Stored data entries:

=-=-=-=-=

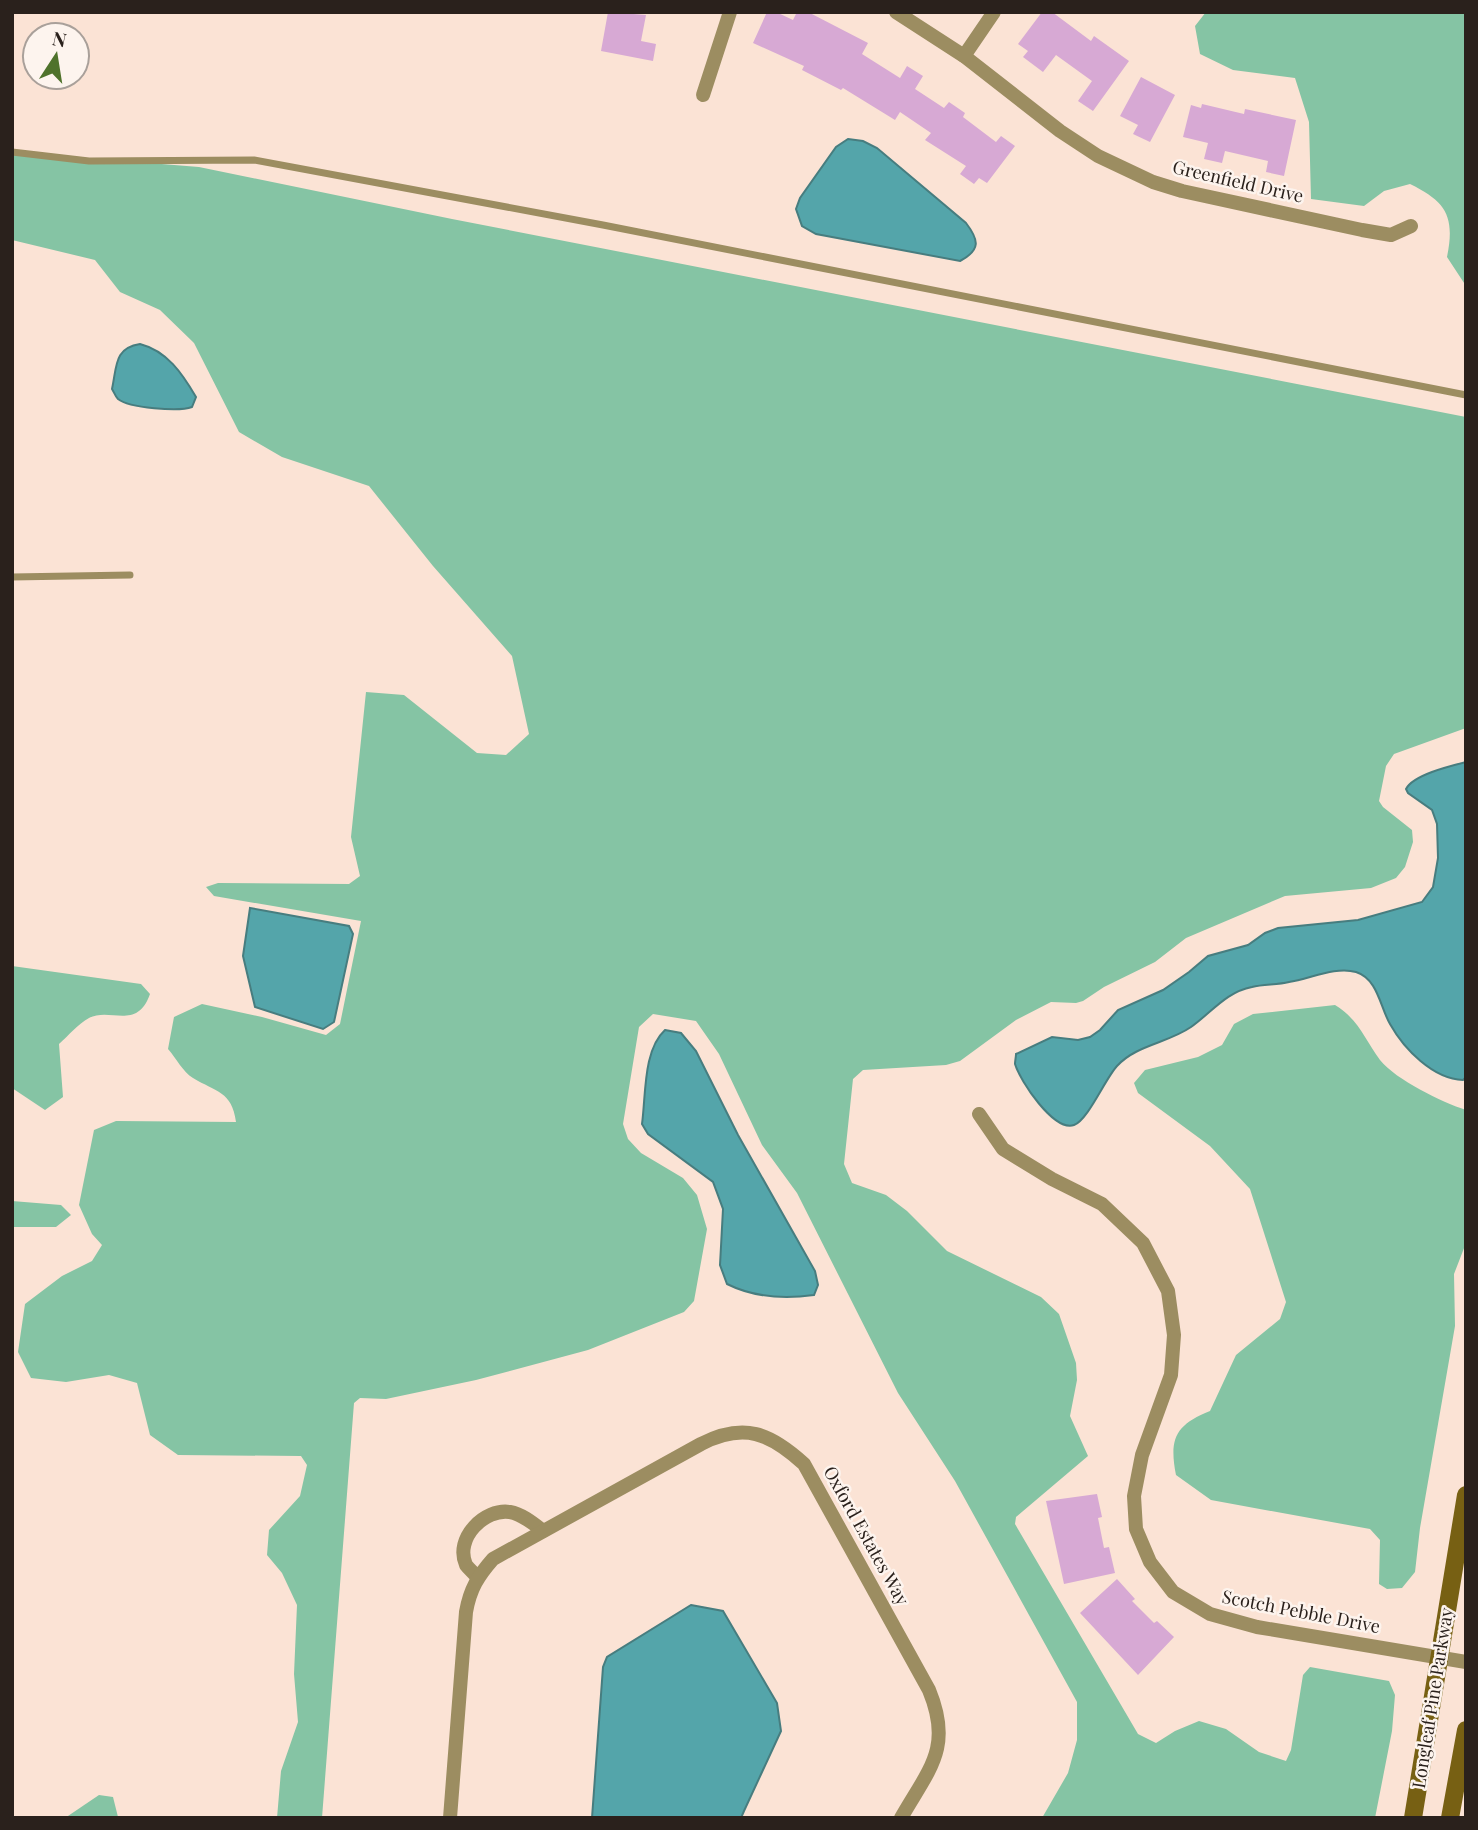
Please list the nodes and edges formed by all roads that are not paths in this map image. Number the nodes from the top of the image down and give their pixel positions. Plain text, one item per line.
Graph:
1 (730, 12) edge
2 (896, 12) edge
3 (994, 12) edge
4 (964, 56) junction
5 (703, 95) dead end
6 (12, 152) edge
7 (1410, 226) dead end
8 (1466, 395) edge
9 (131, 575) dead end
10 (12, 577) edge
11 (979, 1114) dead end
12 (1466, 1495) edge
13 (543, 1531) junction
14 (477, 1577) junction
15 (1439, 1657) junction
16 (1466, 1662) edge
17 (1466, 1730) edge
18 (450, 1818) edge
19 (901, 1818) edge
20 (1413, 1818) edge
21 (1450, 1818) edge

1 - 5 street
2 - 4 street, Greenfield Drive
3 - 4 street
4 - 7 street, Greenfield Drive
6 - 8 lane
9 - 10 lane
11 - 15 street, Scotch Pebble Drive
12 - 15 main road, Longleaf Pine Parkway
13 - 14 street, Oxford Estates Way
13 - 14 street
13 - 19 street, Oxford Estates Way
14 - 18 street, Oxford Estates Way
15 - 16 street, Scotch Pebble Drive
15 - 20 main road, Longleaf Pine Parkway
17 - 21 main road, Longleaf Pine Parkway

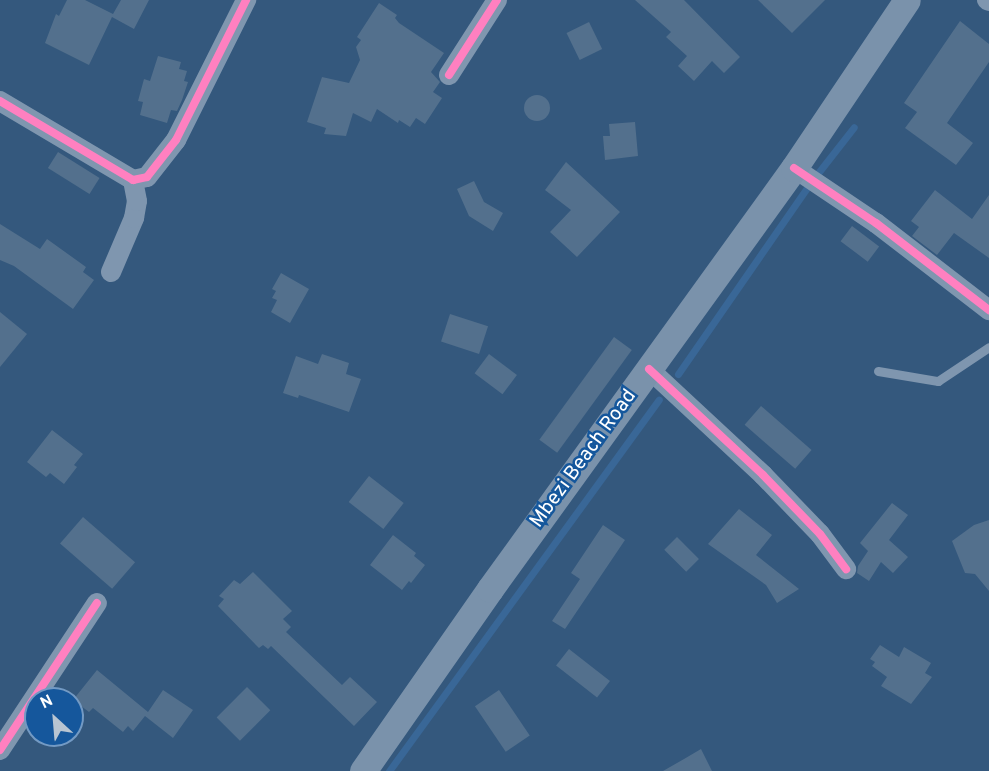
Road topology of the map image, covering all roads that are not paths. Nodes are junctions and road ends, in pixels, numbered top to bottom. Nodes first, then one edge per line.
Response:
1 (246, 0) edge
2 (497, 0) edge
3 (907, 0) edge
4 (450, 75) dead end
5 (0, 101) edge
6 (794, 168) junction
7 (133, 180) junction
8 (111, 272) dead end
9 (989, 310) edge
10 (989, 347) edge
11 (649, 369) junction
12 (878, 371) dead end
13 (846, 569) dead end
14 (97, 603) dead end
15 (0, 750) edge
16 (363, 771) edge

1 - 7 street
2 - 4 street
3 - 6 main road, Mbezi Beach Road
5 - 7 street
6 - 9 street
6 - 11 main road, Mbezi Beach Road
7 - 8 street
10 - 12 lane
11 - 13 street
11 - 16 main road, Mbezi Beach Road
14 - 15 street

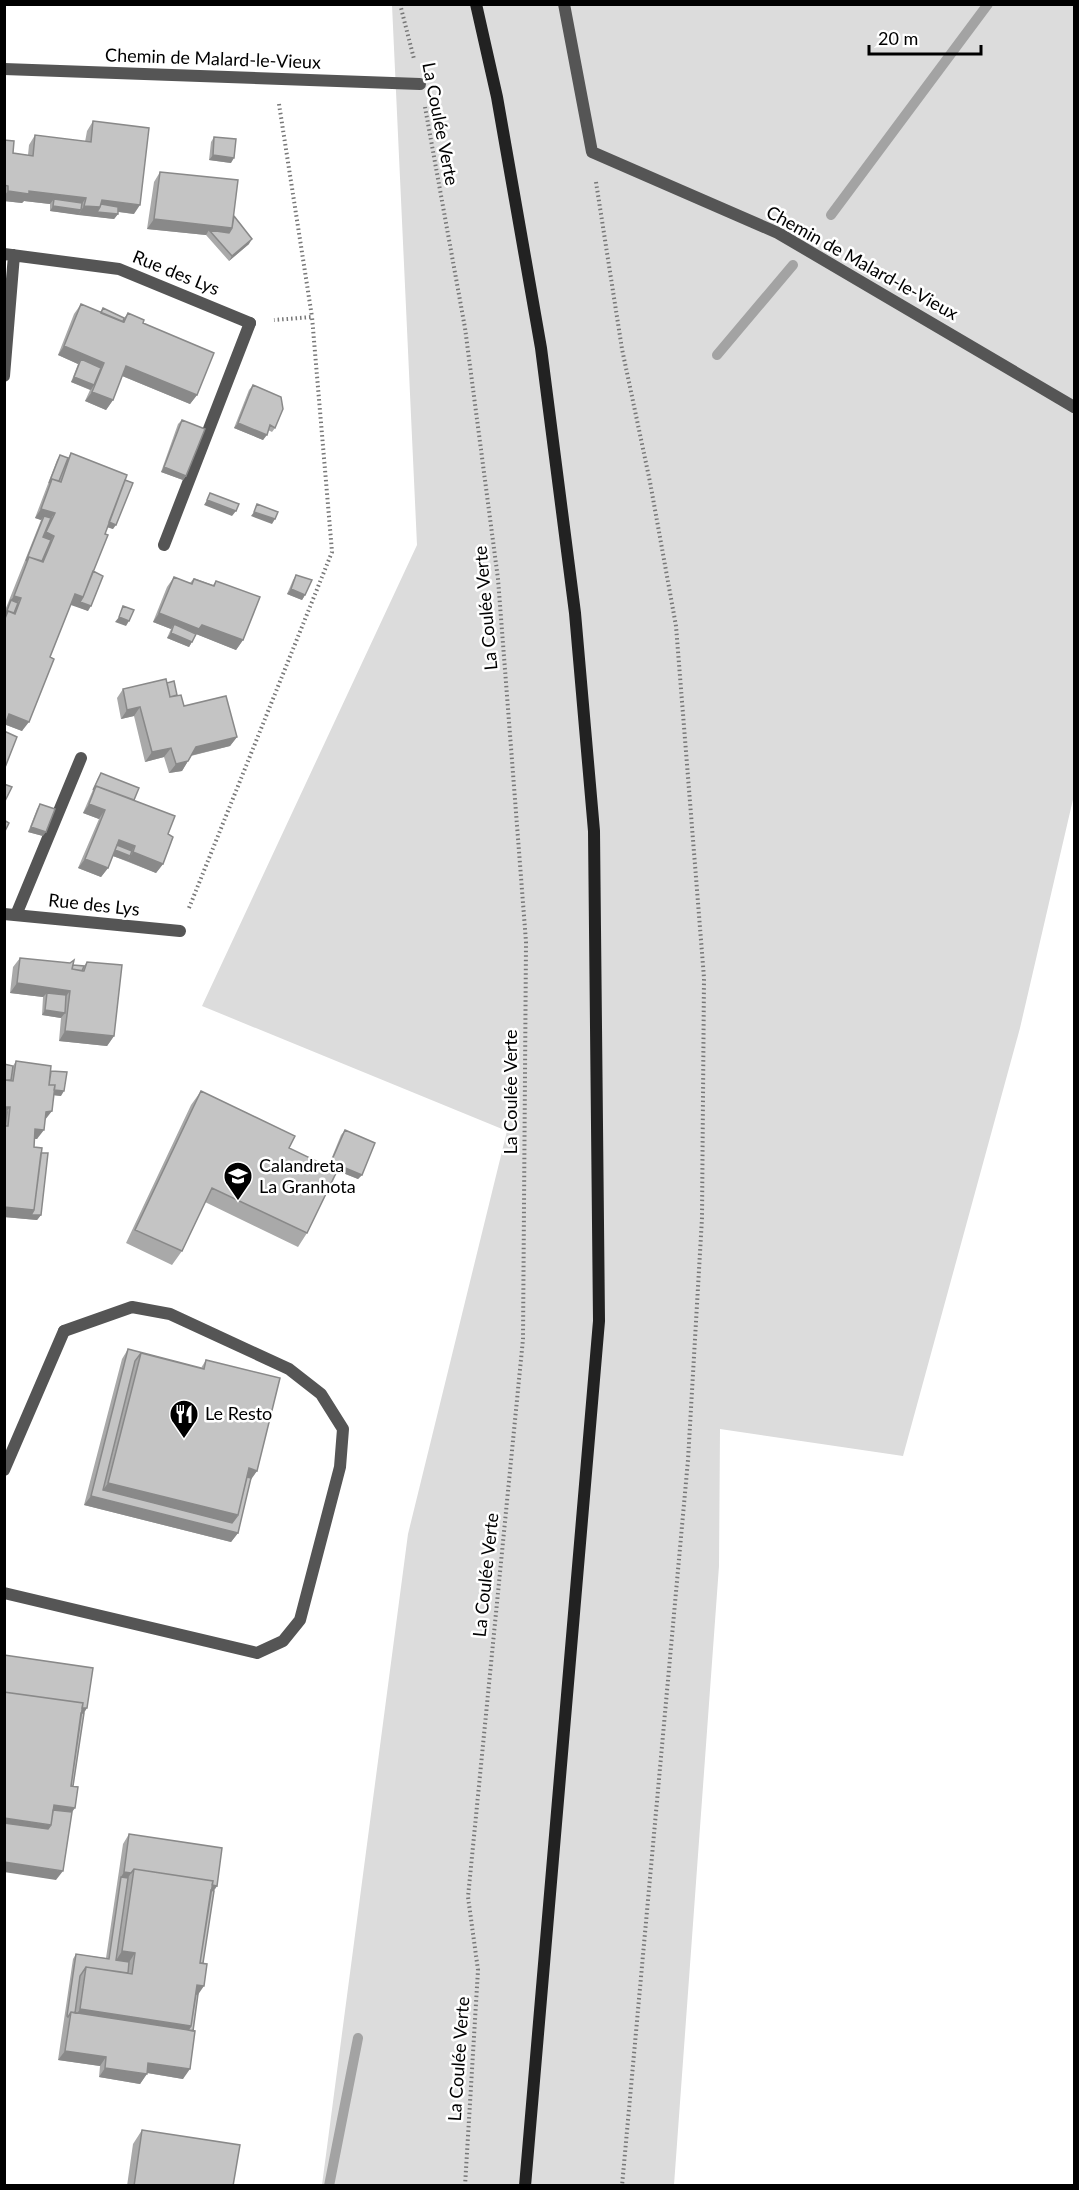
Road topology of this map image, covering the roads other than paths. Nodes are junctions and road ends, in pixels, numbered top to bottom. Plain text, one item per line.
1 (476, 4) edge
2 (566, 6) edge
3 (4, 69) edge
4 (420, 84) road end
5 (9, 255) edge
6 (4, 376) edge
7 (1074, 407) edge
8 (164, 545) dead end
9 (81, 758) dead end
10 (10, 914) edge
11 (180, 932) road end
12 (4, 1470) edge
13 (4, 1593) edge
14 (525, 2186) edge

1 - 14 main road
2 - 7 street, Chemin de Malard-le-Vieux
3 - 4 street, Chemin de Malard-le-Vieux
5 - 6 street, Rue des Lys
5 - 8 street, Rue des Lys
9 - 10 street
10 - 11 street, Rue des Lys
12 - 13 street

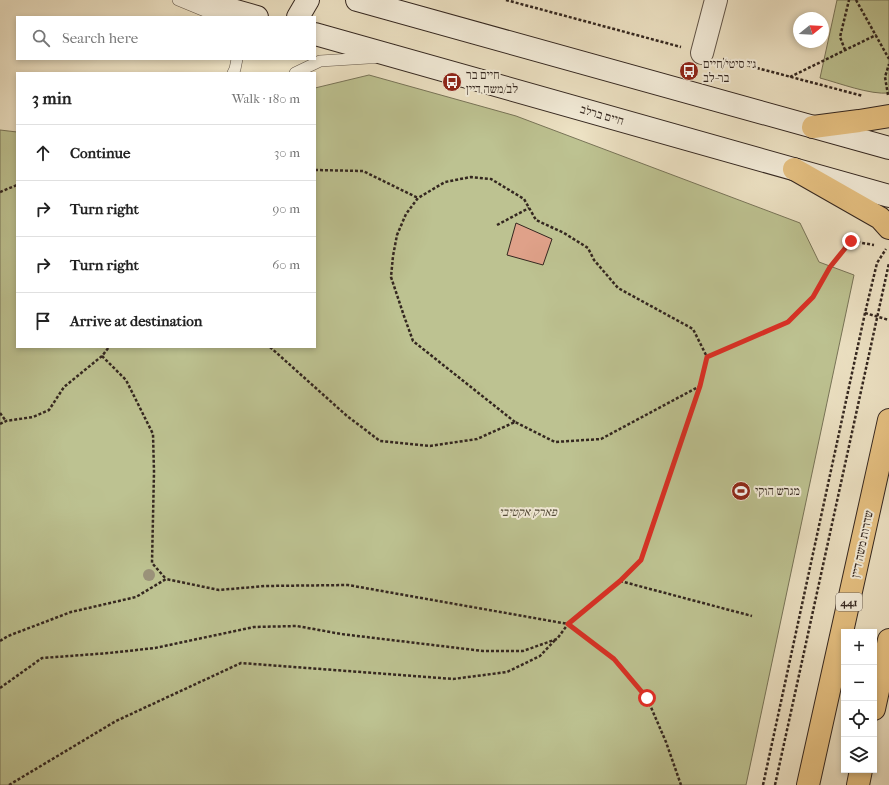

=-=-=-=-=

[AIM OF THE TASK]
Could you print the data exactly as it appears and keep the pictures out?

[EXPECTED ANSWER]
Please list the nodes and edges formed by all roads that are not paths in this map image. Number the nodes from the top of the image down and give their pixel positions. Plain text, one item per line.
Graph:
1 (730, 12) edge
2 (896, 12) edge
3 (994, 12) edge
4 (964, 56) junction
5 (703, 95) dead end
6 (12, 152) edge
7 (1410, 226) dead end
8 (1466, 395) edge
9 (131, 575) dead end
10 (12, 577) edge
11 (979, 1114) dead end
12 (1466, 1495) edge
13 (543, 1531) junction
14 (477, 1577) junction
15 (1439, 1657) junction
16 (1466, 1662) edge
17 (1466, 1730) edge
18 (450, 1818) edge
19 (901, 1818) edge
20 (1413, 1818) edge
21 (1450, 1818) edge

1 - 5 street
2 - 4 street, Greenfield Drive
3 - 4 street
4 - 7 street, Greenfield Drive
6 - 8 lane
9 - 10 lane
11 - 15 street, Scotch Pebble Drive
12 - 15 main road, Longleaf Pine Parkway
13 - 14 street, Oxford Estates Way
13 - 14 street
13 - 19 street, Oxford Estates Way
14 - 18 street, Oxford Estates Way
15 - 16 street, Scotch Pebble Drive
15 - 20 main road, Longleaf Pine Parkway
17 - 21 main road, Longleaf Pine Parkway

Road topology of the map image, covering all roads that are not paths. Nodes are junctions and road ends, in pixels, numbered top to bottom. Nodes first, then one edge per line.
Response:
1 (246, 0) edge
2 (497, 0) edge
3 (907, 0) edge
4 (450, 75) dead end
5 (0, 101) edge
6 (794, 168) junction
7 (133, 180) junction
8 (111, 272) dead end
9 (989, 310) edge
10 (989, 347) edge
11 (649, 369) junction
12 (878, 371) dead end
13 (846, 569) dead end
14 (97, 603) dead end
15 (0, 750) edge
16 (363, 771) edge

1 - 7 street
2 - 4 street
3 - 6 main road, Mbezi Beach Road
5 - 7 street
6 - 9 street
6 - 11 main road, Mbezi Beach Road
7 - 8 street
10 - 12 lane
11 - 13 street
11 - 16 main road, Mbezi Beach Road
14 - 15 street

Road topology of this map image, covering the roads other than paths. Nodes are junctions and road ends, in pixels, numbered top to bottom. Plain text, one item per line.
1 (476, 4) edge
2 (566, 6) edge
3 (4, 69) edge
4 (420, 84) road end
5 (9, 255) edge
6 (4, 376) edge
7 (1074, 407) edge
8 (164, 545) dead end
9 (81, 758) dead end
10 (10, 914) edge
11 (180, 932) road end
12 (4, 1470) edge
13 (4, 1593) edge
14 (525, 2186) edge

1 - 14 main road
2 - 7 street, Chemin de Malard-le-Vieux
3 - 4 street, Chemin de Malard-le-Vieux
5 - 6 street, Rue des Lys
5 - 8 street, Rue des Lys
9 - 10 street
10 - 11 street, Rue des Lys
12 - 13 street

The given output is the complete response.